A week after that meeting, Coppell Animal Services published a Facebook post that says, “We have seen an increase in the number of animals being abandoned in Coppell.” When I asked for some stats to quantify that increase, I was told 32 strays — 17 of which were abandoned — were received between Oct. 1 and Nov. 15. In the same timespan last year, 13 strays were taken in, and three of those 13 were abandoned.
Tracy Allard, who serves as vice chair of the Animal Services Advisory and Appeals Board, attributes the problem to Coppell’s reputation as a “no kill” shelter. It leads heartbroken pet owners from other cities to bring their animals here, in the hopes that they’ll find a new home.
“That’s what everybody in the Metroplex thinks,” Allard said during the Nov. 7 meeting. “‘We’ll bring them to the Coppell shelter and dump them there because they’re a ‘no kill’ shelter,’ because we’re Coppell.”
To be clear, some animals at the Coppell shelter do get euthanized. Lovato and I recently exchanged a few emails to clarify what “no kill” means. She said the usual benchmark is a live-release rate of 90 percent. The last time she calculated Coppell’s rate, it was at least 92 percent.
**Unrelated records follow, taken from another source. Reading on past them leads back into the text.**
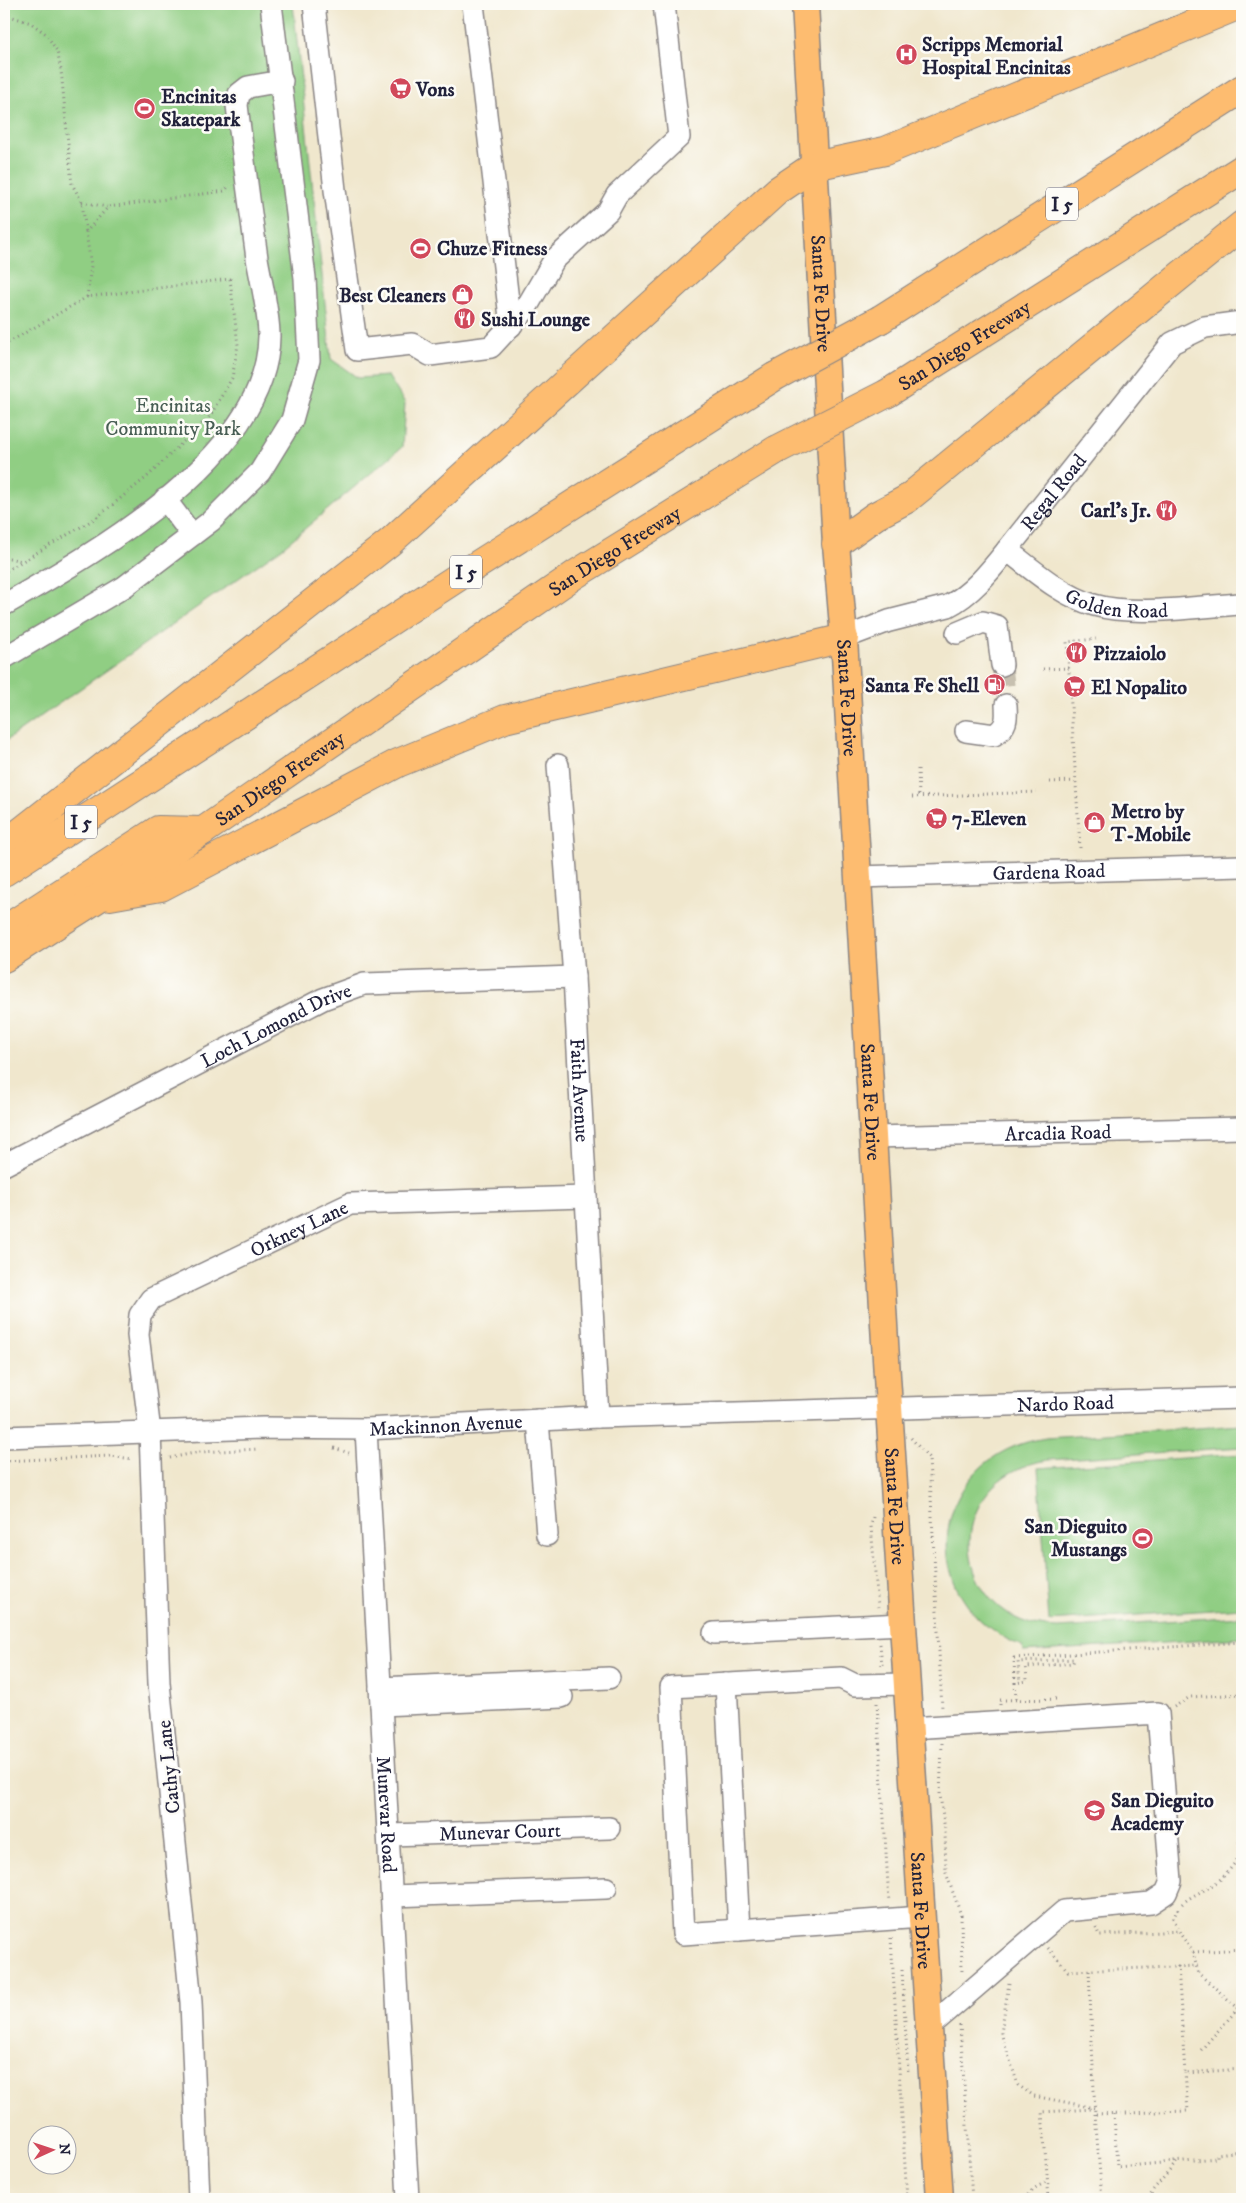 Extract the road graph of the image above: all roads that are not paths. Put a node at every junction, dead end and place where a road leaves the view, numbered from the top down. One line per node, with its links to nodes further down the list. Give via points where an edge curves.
1 (271, 4): 7 (street)
2 (314, 4): 13 (street, via 357,350 412,344 430,355 491,347)
3 (473, 4): 13 (street)
4 (664, 4): 13 (street, via 679,137 617,195 608,211 554,260 525,310)
5 (805, 4): 9 (main road, Santa Fe Drive)
6 (1242, 4): 9 (highway, via 886,151)
7 (282, 81): 14 (street, via 248,87 239,94 237,105 269,337 261,382 244,415 218,452); 15 (street, via 306,278 310,360 292,420 260,472)
8 (1242, 89): 27 (highway, I 5, bridge, via 881,319 774,377)
9 (814, 166): 16 (main road, Santa Fe Drive); 29 (highway, via 777,191 390,542)
10 (1242, 169): 28 (highway, San Diego Freeway, bridge, via 888,393 776,450 576,574)
11 (1242, 225): 16 (highway, via 907,499)
12 (1242, 322): 17 (street, Regal Road, via 1205,327 1172,343)
13 (511, 326)
14 (165, 499): 15 (street); 19 (street, via 100,548)
15 (192, 535): 22 (street, via 124,586)
16 (836, 544): 21 (main road, Santa Fe Drive)
17 (1007, 550): 18 (street, Golden Road, via 1064,590 1094,605 1133,610); 21 (street, Regal Road, via 957,602)
18 (1242, 604)
19 (4, 605)
20 (957, 633): 23 (street, via 983,622 997,626)
21 (844, 638): 32 (main road, Santa Fe Drive); 34 (highway, via 505,719 398,763 161,888)
22 (4, 658)
23 (1002, 665)
24 (1006, 705): 25 (street, via 1007,721 1002,731 994,735)
25 (966, 730)
26 (558, 764): 37 (street, Faith Avenue)
27 (159, 771): 31 (highway, I 5); 33 (highway, via 139,804)
28 (202, 831): 34 (highway, San Diego Freeway); 35 (highway, via 158,830)
29 (4, 845)
30 (1242, 866): 32 (street, Gardena Road)
31 (4, 872)
32 (857, 877): 39 (main road, Santa Fe Drive)
33 (4, 890)
34 (99, 898): 36 (highway, San Diego Freeway)
35 (4, 930)
36 (4, 958)
37 (574, 977): 40 (street, Loch Lomond Drive, via 364,984 323,999); 41 (street, Faith Avenue)
38 (1242, 1128): 39 (street, Arcadia Road)
39 (874, 1137): 45 (main road, Santa Fe Drive)
40 (4, 1165)
41 (586, 1197): 42 (street, Orkney Lane, via 350,1204 152,1300 140,1315); 44 (street, Faith Avenue)
42 (138, 1335): 48 (street, Cathy Lane)
43 (1242, 1398): 45 (street, Nardo Road)
44 (598, 1417): 45 (street, Mackinnon Avenue); 46 (street, Mackinnon Avenue)
45 (890, 1419): 51 (main road, Santa Fe Drive)
46 (538, 1420): 47 (street, Mackinnon Avenue); 50 (street)
47 (366, 1430): 48 (street, Mackinnon Avenue, via 263,1428); 56 (street, Munevar Road)
48 (150, 1432): 49 (street, Mackinnon Avenue); 66 (street, Cathy Lane, via 160,1683 191,2002)
49 (4, 1437)
50 (547, 1535)
51 (903, 1624): 52 (street); 55 (main road, Santa Fe Drive)
52 (714, 1633)
53 (609, 1678): 56 (street)
54 (726, 1684): 55 (street, via 841,1678 855,1685); 64 (street); 64 (street, via 671,1687 683,1934)
55 (907, 1684): 58 (main road, Santa Fe Drive)
56 (380, 1697): 57 (street); 60 (street, Munevar Road)
57 (562, 1697)
58 (910, 1728): 63 (main road, Santa Fe Drive); 65 (street, via 1158,1713 1171,1881 1166,1893 1151,1903 1064,1911)
59 (609, 1828): 60 (street, Munevar Court)
60 (390, 1835): 62 (street, Munevar Road)
61 (606, 1888): 62 (street)
62 (392, 1896): 67 (street, Munevar Road)
63 (922, 1917): 64 (street); 65 (main road, Santa Fe Drive)
64 (739, 1930)
65 (929, 2026): 68 (main road, Santa Fe Drive)
66 (199, 2199)
67 (408, 2199)
68 (940, 2199)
“Although our numbers would allow us to classify as ‘no kill,’ I’m hesitant to do so due to the exact issue we’re facing,” she wrote. “I have been told through local rescues and individuals that our shelter has a good reputation for not euthanizing for breed, space, or time, which is believed to be the reason for the increase in [animals] dumped within our jurisdiction.”
When they can, Lovato’s staff work with police to track down the people abandoning their animals. Doing so is a Class C misdemeanor, which carries a maximum fine of $500, but Lovato said the typical assessment locally is less than $200.
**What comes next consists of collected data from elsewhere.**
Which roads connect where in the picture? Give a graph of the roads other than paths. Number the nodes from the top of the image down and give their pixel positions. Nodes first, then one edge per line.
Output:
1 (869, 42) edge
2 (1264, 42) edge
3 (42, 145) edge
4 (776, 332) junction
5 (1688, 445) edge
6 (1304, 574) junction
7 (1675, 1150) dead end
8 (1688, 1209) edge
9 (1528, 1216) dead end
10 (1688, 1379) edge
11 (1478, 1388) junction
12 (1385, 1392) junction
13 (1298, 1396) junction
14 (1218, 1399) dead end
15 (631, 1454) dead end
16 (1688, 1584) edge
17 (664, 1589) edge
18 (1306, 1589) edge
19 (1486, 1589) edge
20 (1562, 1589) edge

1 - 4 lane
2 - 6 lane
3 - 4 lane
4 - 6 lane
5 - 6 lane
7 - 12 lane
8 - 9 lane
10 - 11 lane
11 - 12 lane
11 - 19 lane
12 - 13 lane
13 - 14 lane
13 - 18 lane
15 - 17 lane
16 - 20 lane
A few times, people have brought animals to Coppell’s shelter that they claimed to have found on the street. These people apparently forgot that their pets were chipped, and the data in those chips includes their name and address. Lovato told the advisory board her staff figured this out at least once before the owner could walk out the door.
“Lookie there — it looks like we have a two-for-one. We have a stray and an owner reunite, right in front of us,” she said.
Let’s end this depressing article on a positive note: When I stopped by the shelter on Saturday morning, the number of animals there had been reduced by more than half since early November. The staff was caring for seven cats, two rabbits, and three dogs, two of whom barked incessantly as I approached the shelter on foot. If you’d like to make their time in Coppell more pleasant, check out the shelter’s Amazon wish list.
Permit Request Has Coppell Greens Seeing Red
In retrospect, Delon Onsin never had a chance. His request to legally operate a short-term rental in Coppell Greens was opposed by city planners, dozens of his neighbors, and the leaders of his homeowners association.